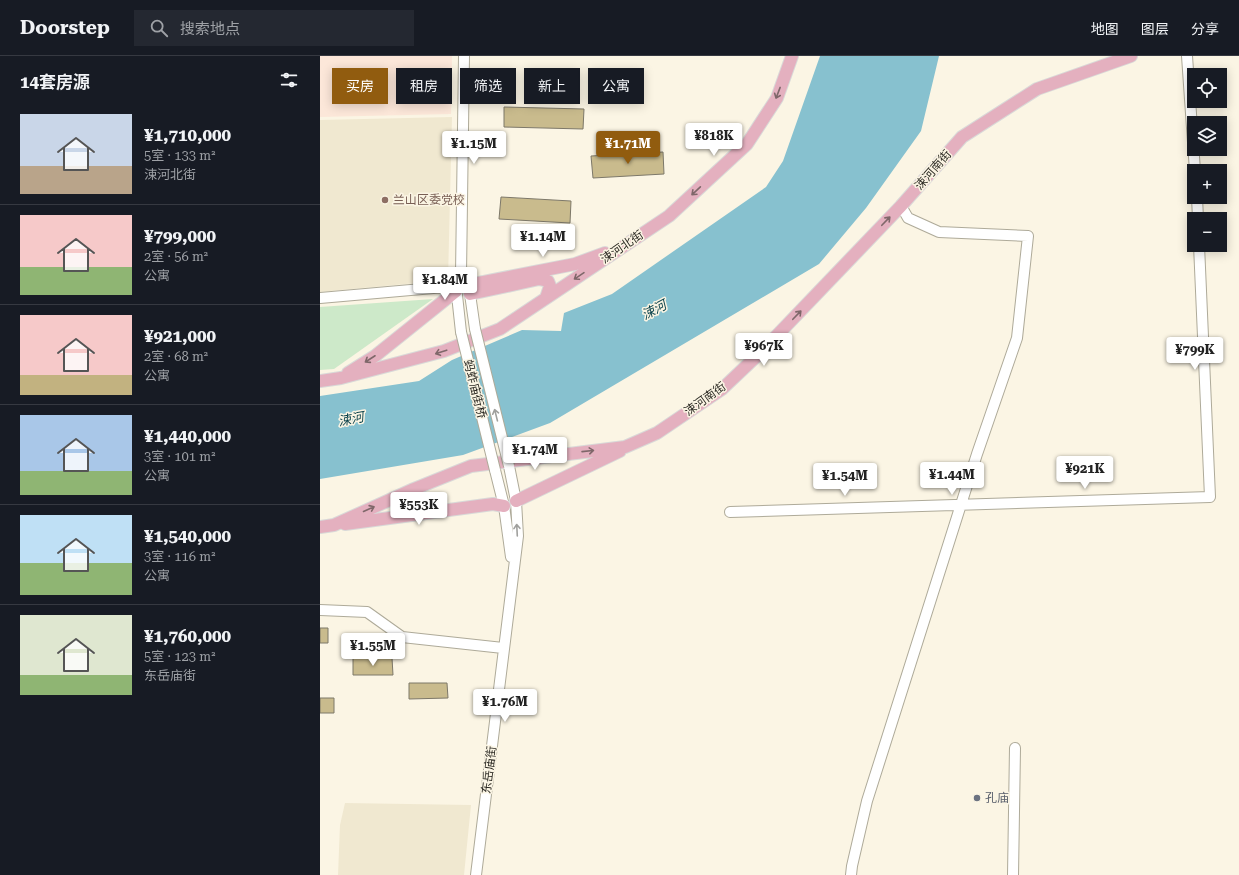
<!DOCTYPE html>
<html lang="zh">
<head>
<meta charset="utf-8">
<style>
	body { margin:0; font-family:"Roboto Serif","Noto Sans SC",serif; background:#242831; color:#f1f3f6; height:100vh; display:flex; flex-direction:column; font-size:15px; white-space:nowrap }
	* { box-sizing:border-box; margin:0 }
	p { font-size:13px; color:#9ea1a6 }
	.icon { flex:none; width:22px; height:22px; fill:none; stroke:currentColor; stroke-width:2; stroke-linecap:round; stroke-linejoin:round }
	.map { position:relative; flex:1; overflow:hidden }
	.details { display:flex; flex-direction:column; background:#171b24; width:320px }
	.details>* { flex:none }
	.guide { position:absolute; left:12px; top:12px; width:380px; height:36px; display:flex; gap:8px }
	.controls { position:absolute; left:867px; top:12px; display:grid; gap:8px }
	.controls a { display:grid; place-items:center; width:40px; height:40px; border-radius:0px; background:#171b24; box-shadow:0 2px 10px #0003; font-size:20px }
	.price { position:absolute; translate:-50% -34px; padding:0 9px; border-radius:4px; background:#fff; color:#222; font-size:13px; line-height:26px; filter:drop-shadow(0 1px 2px #0008) }
	.price::after { content:''; position:absolute; left:50%; top:24px; width:12px; height:9px; margin-left:-6px; background:inherit; clip-path:polygon(0 0,100% 0,50% 100%) }
	.price.selected { background:#915c0f; color:#fff }
	ul { padding:0; list-style:none }
	li { display:flex; align-items:center; gap:12px; height:100px; padding:0 20px }
	li+li { border-top:1px solid #363941 }
	li span { display:grid; place-items:center; flex:none; width:112px; height:80px; border-radius:0px; color:#555 }
	li>.icon { margin-inline-start:auto }
	span .icon { width:48px; height:48px; fill:#fffc; stroke-width:1 }
	li b { font-size:17px }
	h2 { display:flex; justify-content:space-between; align-items:center; height:48px; padding:0 20px; font-size:17px }
	.tag { padding:0 14px; border-radius:0px; background:#171b24; box-shadow:0 2px 10px #0003; font-size:14px; line-height:36px }
	.tag.selected { background:#915c0f; color:#fff }
	header { display:flex; align-items:center; gap:24px; box-sizing:border-box; height:56px; padding:0 20px; background:#171b24; border-bottom:1px solid #363941 }
	header strong { font-size:19px }
	nav { display:flex; gap:22px; margin-inline-start:auto; font-size:14px }
	.search { width:280px; height:36px; background:#242831; display:flex; align-items:center; gap:10px; box-sizing:border-box; padding:0 14px; border-radius:0px; color:#9ea1a6; font-size:15px }
	main { display:flex; flex:1; min-height:0 }
	.map>svg:first-child { display:block }
	.commercial { fill:#fce7d9 }
	.built { fill:#f0e8d0 }
	.green { fill:#cde9c9 }
	.water { fill:#87c1cf }
	.building { fill:#c9bb8d; stroke:#7d7869 }
	.lines { fill:none; stroke-linecap:round; stroke-linejoin:round }
	.minor-casing { stroke:#aeaa99; stroke-width:12 }
	.major-casing { stroke:#d9d9d8; stroke-width:14 }
	.minor { stroke:#fff; stroke-width:10 }
	.major { stroke:#e4b0bf; stroke-width:12 }
	.minor-bridge-casing { stroke:#aeaa99; stroke-width:12; stroke-linecap:butt }
	.minor-bridge { stroke:#fff; stroke-width:10 }
	.oneway { stroke:#7f676a }
	.oneway2 { stroke:#a0a09d }
	.education-dot { fill:#8d6e63; stroke:#fbf5e4; stroke-width:1.5 }
	.worship-dot { fill:#6b7280; stroke:#fbf5e4; stroke-width:1.5 }
	.labels { text-anchor:middle; dominant-baseline:central; stroke-width:3; stroke-linejoin:round; paint-order:stroke }
	.street-label { font-size:12px; fill:#2d2b25; stroke:#fbf5e4 }
	.education-label { font-size:12px; fill:#785e54; stroke:#fbf5e4; text-anchor:start }
	.worship-label { font-size:12px; fill:#5b616d; stroke:#fbf5e4; text-anchor:start }
	.water-label { font-size:13px; font-style:italic; fill:#053e48; stroke:#fbf5e4 }
</style>
</head>
<body>
<header>
<strong>Doorstep</strong>
<div class="search"><svg class="icon" aria-label="search" viewBox="0 0 24 24"><circle cx="10" cy="10" r="6"/><path d="M15 15l6 6"/></svg>搜索地点</div>
<nav><a>地图</a><a>图层</a><a>分享</a></nav>
</header>
<main>
<section class="details">
<h2>14套房源<svg class="icon" aria-label="filters" viewBox="0 0 24 24"><path d="M4 7h16M4 17h16"/><circle cx="9" cy="7" r="2"/><circle cx="15" cy="17" r="2"/></svg></h2>
<ul>
<li><span style="background:linear-gradient(#c9d6e8 65%,#b9a48a 0)"><svg class="icon" aria-label="home" viewBox="0 0 24 24"><path d="M3 11l9-7 9 7M6 9v11h12V9"/></svg></span><div><b>¥1,710,000</b><p>5室 · 133 m²</p><p>涑河北街</p></div></li>
<li><span style="background:linear-gradient(#f6c9c9 65%,#8fb573 0)"><svg class="icon" aria-label="home" viewBox="0 0 24 24"><path d="M3 11l9-7 9 7M6 9v11h12V9"/></svg></span><div><b>¥799,000</b><p>2室 · 56 m²</p><p>公寓</p></div></li>
<li><span style="background:linear-gradient(#f6c9c9 75%,#c2b280 0)"><svg class="icon" aria-label="home" viewBox="0 0 24 24"><path d="M3 11l9-7 9 7M6 9v11h12V9"/></svg></span><div><b>¥921,000</b><p>2室 · 68 m²</p><p>公寓</p></div></li>
<li><span style="background:linear-gradient(#a9c7e8 70%,#8fb573 0)"><svg class="icon" aria-label="home" viewBox="0 0 24 24"><path d="M3 11l9-7 9 7M6 9v11h12V9"/></svg></span><div><b>¥1,440,000</b><p>3室 · 101 m²</p><p>公寓</p></div></li>
<li><span style="background:linear-gradient(#bfe0f5 60%,#8fb573 0)"><svg class="icon" aria-label="home" viewBox="0 0 24 24"><path d="M3 11l9-7 9 7M6 9v11h12V9"/></svg></span><div><b>¥1,540,000</b><p>3室 · 116 m²</p><p>公寓</p></div></li>
<li><span style="background:linear-gradient(#dfe7d0 75%,#8fb573 0)"><svg class="icon" aria-label="home" viewBox="0 0 24 24"><path d="M3 11l9-7 9 7M6 9v11h12V9"/></svg></span><div><b>¥1,760,000</b><p>5室 · 123 m²</p><p>东岳庙街</p></div></li>
</ul>
</section>
<div class="map">
<svg width="919" height="819" viewBox="0 0 919 819">
	<rect width="100%" height="100%" fill="#fbf5e4"/>
	<path class="commercial" d="M0,0H132L131,58L0,61Z"/>
	<path class="built" d="M132,61L128,224L0,236V64Z
		M25,747L151,749L144,819H18L20,769Z"/>
	<path class="green" d="M113,243L14,313L0,314V251Z"/>
	<path class="water" d="M500,0H619L601,75L546,152L499,208L230,367L143,399L0,423V340L99,325L132,304L202,274L241,275L244,257L292,238L446,131L463,105Z"/>
	<path class="building" d="M184,51L264,53L263,73L184,71Z
		M343,96L344,118L273,122L271,100Z
		M181,141L251,145L250,167L179,163Z
		M0,572H8V587H0Z
		M33,602H72L73,619H33Z
		M89,627H127L128,642L89,643Z
		M0,642H14V657H0Z"/>
	<g class="lines">
		<defs>
			<path id="minor" d="M867,0L875,115
				M877,141L878,163
				M149,231L155,273
				M0,242L136,230
				M141,276L136,230L141,218L144,0
				M175,414L184,450L191,501
				M410,456L890,441L879,189
				M0,554L47,556L82,581L183,592
				M156,819L198,480L196,445L189,410
				M531,819L532,810L547,745L657,398L697,282L708,180L619,176L588,162L581,150
				M693,819L695,692"/>
			<path id="major" d="M148,229L255,208L285,197
				M150,238L219,223L228,225L230,230L226,242
				M28,317L55,300L136,235
				M0,325L21,322L124,295L180,273L349,160L427,88L457,42L472,0
				M94,433L91,442L96,449L109,452L115,451
				M196,445L300,395
				M25,468L173,448L184,450
				M0,471L14,469L94,433L151,410L305,391L337,377L402,333L442,295L581,150L642,81L717,33L811,0"/>
		</defs>
		<use href="#minor" class="minor-casing"/>
		<use href="#major" class="major-casing"/>
		<use href="#minor" class="minor"/>
		<use href="#major" class="major"/>
		<defs>
			<path id="minor-bridge" d="M155,273L189,410
				M141,276L175,414"/>
		</defs>
		<use href="#minor-bridge" class="minor-bridge-casing"/>
		<use href="#minor-bridge" class="minor-bridge"/>
	</g>
	<defs><path id="oneway-shaft" d="M-6 0H5M1.5-3L5.5 0L1.5 3" fill="none" stroke-width="1.6" stroke-linecap="round" stroke-linejoin="round"/></defs>
	<g class="oneway">
		<use href="#oneway-shaft" transform="translate(458 37) rotate(111)"/>
		<use href="#oneway-shaft" transform="translate(376 135) rotate(137)"/>
		<use href="#oneway-shaft" transform="translate(566 165) rotate(-46)"/>
		<use href="#oneway-shaft" transform="translate(259 220) rotate(146)"/>
		<use href="#oneway-shaft" transform="translate(477 259) rotate(-46)"/>
		<use href="#oneway-shaft" transform="translate(121 296) rotate(162)"/>
		<use href="#oneway-shaft" transform="translate(50 303) rotate(147)"/>
		<use href="#oneway-shaft" transform="translate(268 395) rotate(-6)"/>
		<use href="#oneway-shaft" transform="translate(49 453) rotate(-24)"/>
	</g>
	<g class="oneway2">
		<use href="#oneway-shaft" transform="translate(176 359) rotate(-104)"/>
		<use href="#oneway-shaft" transform="translate(197 474) rotate(-93)"/>
	</g>
	<circle class="education-dot" cx="65" cy="144" r="4"/>
	<circle class="worship-dot" cx="657" cy="742" r="4"/>
	<g class="labels">
		<g class="street-label">
			<text transform="translate(613 114) rotate(-49)">涑河南街</text>
			<text transform="translate(302 191) rotate(-34)">涑河北街</text>
			<text transform="translate(155 333) rotate(76)">蚂蚱庙街桥</text>
			<text transform="translate(385 343) rotate(-36)">涑河南街</text>
			<text transform="translate(169 714) rotate(-83)">东岳庙街</text>
		</g>
		<g class="education-label">
			<text x="73" y="144">兰山区委党校</text>
		</g>
		<g class="worship-label">
			<text x="665" y="742">孔庙</text>
		</g>
		<g class="water-label">
			<text transform="translate(334 254) rotate(-28)">涑河</text>
			<text transform="translate(31 363) rotate(-11)">涑河</text>
		</g>
	</g>
</svg>
<div class="controls">
<a><svg class="icon" aria-label="locate" viewBox="0 0 24 24"><circle cx="12" cy="12" r="6"/><path d="M12 2v4M12 18v4M2 12h4M18 12h4"/></svg></a>
<a><svg class="icon" aria-label="layers" viewBox="0 0 24 24"><path d="M12 4l9 5-9 5-9-5zM3 14l9 5 9-5"/></svg></a>
<a>+</a>
<a>−</a>
</div>
<b class="price" style="left:394px;top:101px">¥818K</b>
<b class="price" style="left:154px;top:109px">¥1.15M</b>
<b class="price selected" style="left:308px;top:109px">¥1.71M</b>
<b class="price" style="left:223px;top:202px">¥1.14M</b>
<b class="price" style="left:125px;top:245px">¥1.84M</b>
<b class="price" style="left:444px;top:311px">¥967K</b>
<b class="price" style="left:875px;top:315px">¥799K</b>
<b class="price" style="left:215px;top:415px">¥1.74M</b>
<b class="price" style="left:765px;top:434px">¥921K</b>
<b class="price" style="left:632px;top:440px">¥1.44M</b>
<b class="price" style="left:525px;top:441px">¥1.54M</b>
<b class="price" style="left:99px;top:470px">¥553K</b>
<b class="price" style="left:53px;top:611px">¥1.55M</b>
<b class="price" style="left:185px;top:667px">¥1.76M</b>
<div class="guide">
<a class="tag selected">买房</a>
<a class="tag">租房</a>
<a class="tag">筛选</a>
<a class="tag">新上</a>
<a class="tag">公寓</a>
</div>
</div>
</main>
</body>
</html>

_____

▸ **WHAT NEEDS TO BE DONE**: Filter this listing and copy only the lines holding the word "main".

▸ **ANSWER AREA**:
	main { display:flex; flex:1; min-height:0 }
<main>
</main>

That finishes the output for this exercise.